Ce petit article est un écho à l’actualité : indépendance, liberté, chars russes, réfugiés.
Nous ne parlerons pas là des chars russes en Ukraine qui veut garder son indépendance, mais des chars russes en Hongrie qui voulait se libérer du joug de l’URSS et gagner son
indépendance.
Et ces réfugiés, passés, actuels, font remonter en moi un souvenir d’enfance.
Histoire générale
À la mort de Staline le 6 mars 1953 et suite aux révélations de ses crimes, la direction du PC d'URSS encourage à plus de hardiesse les éléments réformistes et libéraux dans les
démocraties populaires laissant envisager un radoucissement des dogmes.
Suite aux revendications ouvrières polonaises qui se déroulent à Poznan le 28 juin 1956 et aux violentes émeutes qu’elles entraînent, les Soviétiques placent à la tête du pays le dirigeant
réformiste Wladyslaw Gomulka, emprisonné quelques années plus tôt sur ordre de Staline.
Le 23 octobre 1956, à l'issue d'une manifestation rassemblant plus de 10 000 personnes, les Hongrois renversent une statue de Staline. Des unités de l'armée hongroise, envoyées pour
rétablir l'ordre, fraternisent avec les manifestants. Les Hongrois réclament à la présidence du Conseil le retour d'Imre Nagy, un communiste modéré expulsé du pouvoir en avril 1955.

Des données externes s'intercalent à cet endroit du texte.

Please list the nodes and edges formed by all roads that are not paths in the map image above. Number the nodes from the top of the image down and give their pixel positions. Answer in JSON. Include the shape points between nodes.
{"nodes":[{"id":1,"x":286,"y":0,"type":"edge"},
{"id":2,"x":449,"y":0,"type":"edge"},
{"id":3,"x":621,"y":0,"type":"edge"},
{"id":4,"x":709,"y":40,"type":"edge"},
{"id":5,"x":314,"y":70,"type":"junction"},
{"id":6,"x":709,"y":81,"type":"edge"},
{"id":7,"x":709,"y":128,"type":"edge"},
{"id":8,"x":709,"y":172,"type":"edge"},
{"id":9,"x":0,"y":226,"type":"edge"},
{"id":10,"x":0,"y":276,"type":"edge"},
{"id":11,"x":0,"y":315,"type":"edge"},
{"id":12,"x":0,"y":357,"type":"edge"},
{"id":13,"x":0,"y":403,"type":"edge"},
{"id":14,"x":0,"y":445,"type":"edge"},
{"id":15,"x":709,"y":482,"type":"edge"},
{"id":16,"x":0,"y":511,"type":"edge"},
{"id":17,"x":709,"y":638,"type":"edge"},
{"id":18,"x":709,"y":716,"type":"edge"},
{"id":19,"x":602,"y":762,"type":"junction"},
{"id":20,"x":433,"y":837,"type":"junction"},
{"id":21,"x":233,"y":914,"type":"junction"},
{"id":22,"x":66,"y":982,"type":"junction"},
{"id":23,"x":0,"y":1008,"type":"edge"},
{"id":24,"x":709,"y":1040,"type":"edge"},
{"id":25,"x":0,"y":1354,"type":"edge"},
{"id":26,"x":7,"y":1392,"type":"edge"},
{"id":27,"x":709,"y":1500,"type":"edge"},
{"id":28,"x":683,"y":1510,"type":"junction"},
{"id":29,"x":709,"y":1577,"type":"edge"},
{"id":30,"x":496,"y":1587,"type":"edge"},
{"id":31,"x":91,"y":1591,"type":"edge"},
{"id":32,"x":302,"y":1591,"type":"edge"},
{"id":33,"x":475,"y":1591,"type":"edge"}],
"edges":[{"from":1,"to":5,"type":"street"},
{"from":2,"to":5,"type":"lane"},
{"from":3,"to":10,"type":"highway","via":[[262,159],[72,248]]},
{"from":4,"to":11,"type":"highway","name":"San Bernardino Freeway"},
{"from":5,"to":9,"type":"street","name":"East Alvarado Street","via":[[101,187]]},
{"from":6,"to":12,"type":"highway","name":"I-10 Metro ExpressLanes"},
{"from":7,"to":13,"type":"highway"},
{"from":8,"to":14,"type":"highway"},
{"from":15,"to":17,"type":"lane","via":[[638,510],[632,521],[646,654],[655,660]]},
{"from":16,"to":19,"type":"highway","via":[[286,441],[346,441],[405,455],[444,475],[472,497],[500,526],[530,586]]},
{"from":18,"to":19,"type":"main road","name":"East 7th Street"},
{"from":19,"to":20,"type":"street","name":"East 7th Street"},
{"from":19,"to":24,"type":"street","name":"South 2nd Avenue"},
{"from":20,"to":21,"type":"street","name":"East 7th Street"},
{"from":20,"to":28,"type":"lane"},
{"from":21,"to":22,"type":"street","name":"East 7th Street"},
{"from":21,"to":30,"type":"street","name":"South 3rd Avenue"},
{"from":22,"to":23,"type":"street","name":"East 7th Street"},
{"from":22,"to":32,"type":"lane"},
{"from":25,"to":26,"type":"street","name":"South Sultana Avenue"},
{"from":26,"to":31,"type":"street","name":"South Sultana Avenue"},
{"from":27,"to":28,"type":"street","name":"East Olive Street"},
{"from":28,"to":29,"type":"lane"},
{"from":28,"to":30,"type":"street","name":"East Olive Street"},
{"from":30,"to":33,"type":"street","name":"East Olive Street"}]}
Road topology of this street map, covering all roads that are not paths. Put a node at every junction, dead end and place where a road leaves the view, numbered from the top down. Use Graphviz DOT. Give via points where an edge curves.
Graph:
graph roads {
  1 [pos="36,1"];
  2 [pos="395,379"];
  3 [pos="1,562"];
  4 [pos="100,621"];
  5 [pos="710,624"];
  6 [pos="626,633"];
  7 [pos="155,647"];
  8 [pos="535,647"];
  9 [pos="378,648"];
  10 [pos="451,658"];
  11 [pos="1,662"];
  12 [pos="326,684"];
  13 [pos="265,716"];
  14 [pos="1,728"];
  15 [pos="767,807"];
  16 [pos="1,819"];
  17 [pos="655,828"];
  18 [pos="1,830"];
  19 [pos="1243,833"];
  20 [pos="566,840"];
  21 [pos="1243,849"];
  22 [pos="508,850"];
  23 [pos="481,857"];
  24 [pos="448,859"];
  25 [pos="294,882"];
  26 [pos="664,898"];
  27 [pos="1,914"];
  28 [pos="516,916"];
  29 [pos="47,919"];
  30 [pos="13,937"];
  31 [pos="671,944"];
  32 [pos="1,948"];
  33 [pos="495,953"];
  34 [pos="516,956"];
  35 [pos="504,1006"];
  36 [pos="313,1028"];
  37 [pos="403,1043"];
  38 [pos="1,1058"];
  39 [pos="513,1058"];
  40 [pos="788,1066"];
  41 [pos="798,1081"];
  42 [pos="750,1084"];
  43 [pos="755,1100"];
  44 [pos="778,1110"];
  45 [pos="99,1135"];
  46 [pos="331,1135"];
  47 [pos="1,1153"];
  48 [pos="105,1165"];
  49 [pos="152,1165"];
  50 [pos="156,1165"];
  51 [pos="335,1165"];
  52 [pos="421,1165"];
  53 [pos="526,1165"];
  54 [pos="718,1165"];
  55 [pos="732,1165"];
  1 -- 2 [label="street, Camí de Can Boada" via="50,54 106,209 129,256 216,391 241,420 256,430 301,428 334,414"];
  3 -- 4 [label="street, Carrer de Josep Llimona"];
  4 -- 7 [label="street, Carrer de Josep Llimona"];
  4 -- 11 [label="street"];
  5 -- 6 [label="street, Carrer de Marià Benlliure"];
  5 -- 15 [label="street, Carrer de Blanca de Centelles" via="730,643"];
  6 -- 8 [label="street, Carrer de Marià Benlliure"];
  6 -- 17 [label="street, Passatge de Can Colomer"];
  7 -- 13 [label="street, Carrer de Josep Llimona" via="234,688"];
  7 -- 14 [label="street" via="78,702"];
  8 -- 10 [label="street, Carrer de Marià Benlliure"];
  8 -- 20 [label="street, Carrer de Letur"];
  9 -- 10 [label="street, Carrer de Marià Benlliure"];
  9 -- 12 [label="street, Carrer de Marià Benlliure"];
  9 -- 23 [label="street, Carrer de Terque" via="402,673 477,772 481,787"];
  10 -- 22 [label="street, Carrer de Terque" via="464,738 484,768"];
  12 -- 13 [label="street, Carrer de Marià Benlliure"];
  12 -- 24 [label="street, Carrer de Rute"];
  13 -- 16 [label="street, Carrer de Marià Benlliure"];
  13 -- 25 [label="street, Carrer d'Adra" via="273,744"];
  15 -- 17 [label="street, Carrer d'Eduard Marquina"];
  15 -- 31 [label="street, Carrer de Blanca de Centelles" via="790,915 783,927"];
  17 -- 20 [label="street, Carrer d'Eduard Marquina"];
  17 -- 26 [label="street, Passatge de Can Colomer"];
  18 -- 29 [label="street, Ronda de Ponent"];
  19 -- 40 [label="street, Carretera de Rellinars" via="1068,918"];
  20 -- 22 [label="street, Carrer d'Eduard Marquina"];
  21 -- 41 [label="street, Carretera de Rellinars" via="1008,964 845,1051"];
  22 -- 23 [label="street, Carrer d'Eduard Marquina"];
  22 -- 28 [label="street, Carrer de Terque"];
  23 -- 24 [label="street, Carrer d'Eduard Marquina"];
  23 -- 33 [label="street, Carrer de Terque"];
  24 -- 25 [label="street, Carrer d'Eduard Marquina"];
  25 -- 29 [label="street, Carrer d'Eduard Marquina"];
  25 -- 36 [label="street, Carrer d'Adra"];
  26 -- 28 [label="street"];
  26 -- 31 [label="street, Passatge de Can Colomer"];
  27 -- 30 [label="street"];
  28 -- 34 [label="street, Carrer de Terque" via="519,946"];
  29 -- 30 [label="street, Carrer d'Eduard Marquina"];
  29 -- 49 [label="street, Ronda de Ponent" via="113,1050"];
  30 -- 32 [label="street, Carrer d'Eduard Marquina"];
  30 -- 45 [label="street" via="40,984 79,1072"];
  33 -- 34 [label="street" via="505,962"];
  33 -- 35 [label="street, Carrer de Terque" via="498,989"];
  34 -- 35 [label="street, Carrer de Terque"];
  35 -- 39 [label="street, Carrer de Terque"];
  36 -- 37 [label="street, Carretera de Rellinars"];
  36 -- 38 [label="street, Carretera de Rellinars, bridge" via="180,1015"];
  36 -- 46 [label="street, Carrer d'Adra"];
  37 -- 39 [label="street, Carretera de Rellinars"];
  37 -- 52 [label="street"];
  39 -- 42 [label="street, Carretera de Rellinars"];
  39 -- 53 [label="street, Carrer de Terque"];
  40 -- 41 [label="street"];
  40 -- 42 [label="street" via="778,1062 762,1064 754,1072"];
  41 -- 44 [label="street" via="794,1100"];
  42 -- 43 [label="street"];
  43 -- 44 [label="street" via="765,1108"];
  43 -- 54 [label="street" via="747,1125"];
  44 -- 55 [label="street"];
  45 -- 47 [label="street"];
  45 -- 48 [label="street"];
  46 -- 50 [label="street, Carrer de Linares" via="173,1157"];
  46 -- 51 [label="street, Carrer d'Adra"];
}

Les dirigeants hongrois placent donc Imre Nagy à la tête du gouvernement, mais décrètent la loi martiale et demandent l’aide des troupes soviétiques, qui stationnent autour de la capitale,
pour rétablir l'ordre. Les Soviétiques interviennent sans violence avant de se retirer de Budapest le 27 octobre.
Les Hongrois croient que l'heure de la victoire a sonné. Le pays s'enflamme. L'insurrection dégénère le 30 octobre avec, à Budapest, l'occupation du siège du parti communiste et le
massacre de ses occupants ainsi que de gardes qui n'ont rien à voir avec le régime détesté.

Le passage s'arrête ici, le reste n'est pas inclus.